Заря и Северный ветер. Часть III

Tekst
Loe katkendit
Märgi loetuks
Kuidas lugeda raamatut pärast ostmist
Šrift:Väiksem АаSuurem Aa

– Повторить?

– Нет. Можно воды?

– Воды?

Оцепенев, Ирина потрясённо посмотрела в агатовые глаза барменши. Та подмигнула ей и протянула бутылочку минералки. Ирина не приняла её. Она сползла со стула и поплелась к столику.

– Мне что-то нехорошо… – сказала она ребятам. – Я поеду домой. Ладно?

Все запротестовали.

– Мне правда плохо, – она огляделась, Яруллина нигде не было. – Пусть Айдар не обижается.

Машка Миронова, хлопотливая и заботливая пышка, ставшая уже матерью троих детей, ворчливо вступилась за неё.

– Слушайте, ну плохо человеку. Чего привязались?

– Никитина, ты кому душу продала? – иронично прищурился Царьков. – Вообще не меняешься.

– Да, кстати! Я тоже заметила, – согласилась Юля. – Какой ушла в девятом, такой и осталась. Ты вообще стареешь?

– Да-к нам, вроде, ещё рано стареть, – рассеянно пробормотала Ирина, пытаясь включить разрядившийся телефон. – Маш? – шёпотом обратилась она к Мироновой. – Ты можешь вызвать мне такси? Пожалуйста… – каждую фразу она выговаривала очень тяжело и медленно.

Когда Маша назвала марку машины, номер и цвет, Ирина со всеми попрощалась и, не дождавшись Яруллина, отправилась к выходу. На улице ей стало немного легче. Увидев остановившийся у входа белый «форд», Ирина заползла на заднее сидение.

– Уф, домой… – прошептала она, запустив пальцы в волосы.

Но машина не тронулась. Ирина встрепенулась и посмотрела на водителя. Молодой и очень красивый мужчина с зелёными глазами и русыми волосами удивлено воззрился на неё.

– Ой! Это не такси? – всполошилась Ирина. – Извините! Я перепутала…

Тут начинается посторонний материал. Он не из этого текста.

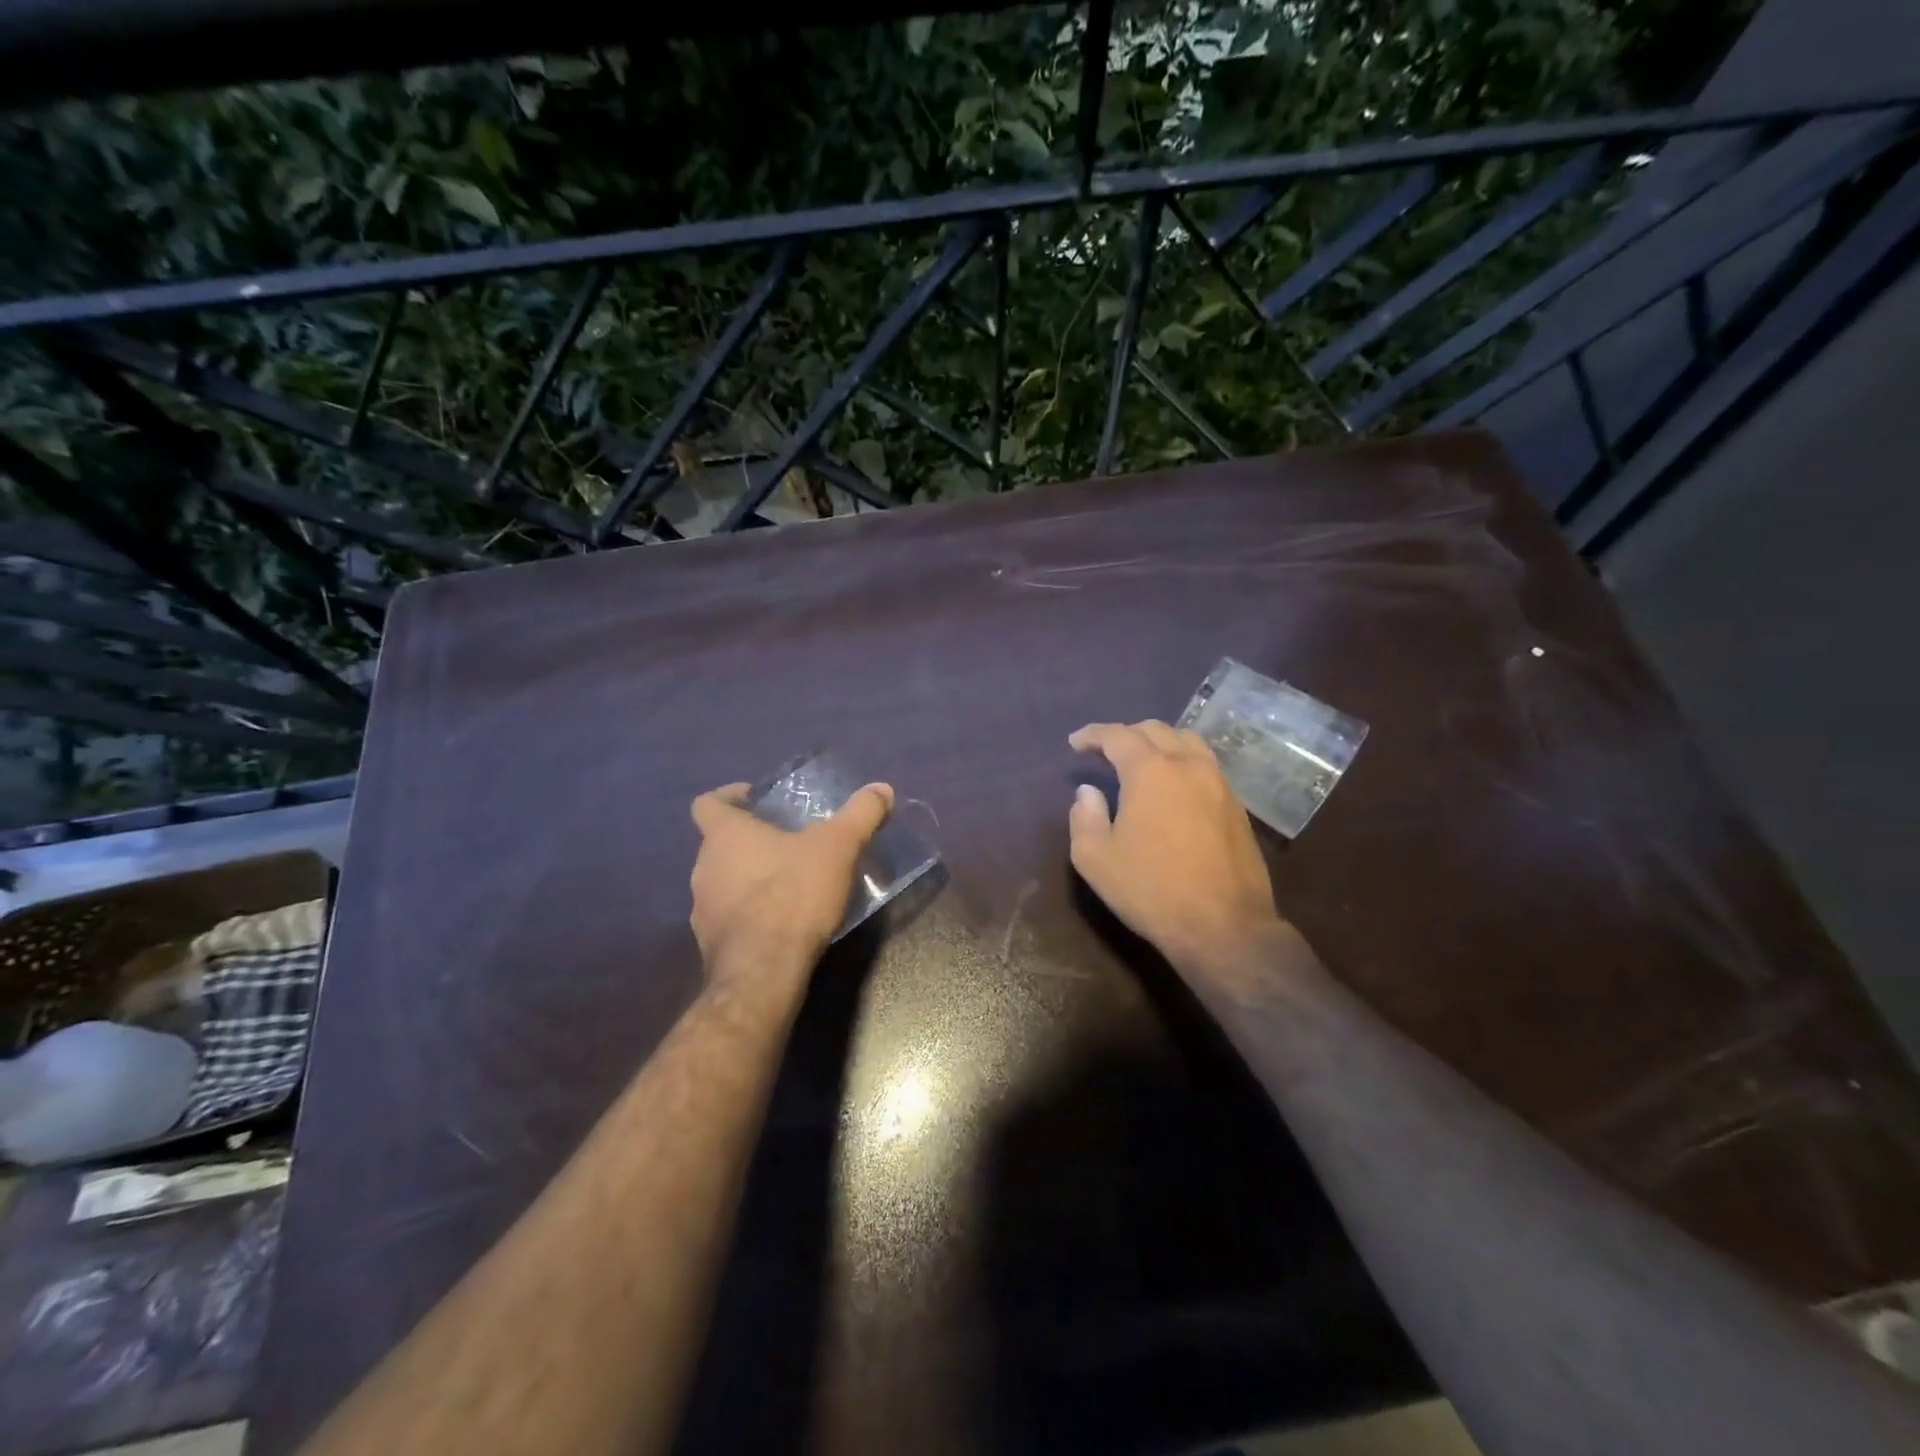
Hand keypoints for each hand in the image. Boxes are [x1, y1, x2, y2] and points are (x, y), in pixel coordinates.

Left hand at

– Нет! Такси! – поспешно откликнулся водитель.

Он назвал её адрес, перепутав одну цифру дома. Ирина поправила его и сомкнула налившиеся свинцом веки.

– М-можно открыть окошко? – запинаясь, спросила она уже в пути.

– Конечно, – водитель выполнил её просьбу.

Жадно вдыхая уже по-зимнему морозный воздух, Ирина понемногу приходила в себя, удушливый одурманивающий чад отступал.

– Хорошо повеселились? – глядя на пассажирку через зеркало, добродушно поинтересовался таксист.

– Да уж… Завтра мне будет точно невесело.

– Ну это нормально, – он мягко рассмеялся. – Зато сегодня хорошо. Нужно жить сегодняшним днём.

– О, это точно!

– Меня зовут Александр. А вас?

– Ири… – на полуслове её перебил мобильник Александра.

– Извините, – молодой человек ответил на звонок. – Да. Ничего. Я занят. Скоро буду. У меня дела. Я занят – сказал. Скоро подъеду. Всё.

Всю дорогу Ирина и Александр болтали и обменивались шуточками, как старые знакомые. Ирина успела обратить внимание и на открытую живую улыбку водителя, и на приятный обволакивающий тембр его голоса, и на лучистые, чуть лукавые глаза. Уже расплачиваясь с ним, она с сожалением отметила кольцо на его правой руке. Хотя это было даже к лучшему – романтические знакомства не вписывались в её расписание. Когда она уже попрощалась с Александром и открыла дверцу, он вдруг спросил:

– Ира, может, оставишь свой номер?

– Зачем?

– А зачем люди обмениваются номерами? Пообщаемся…

– Пообщайтесь, Александр, лучше со своей женой, – Ирина вышла из машины.

– Ты не так поняла… – Александр высунулся из окошка.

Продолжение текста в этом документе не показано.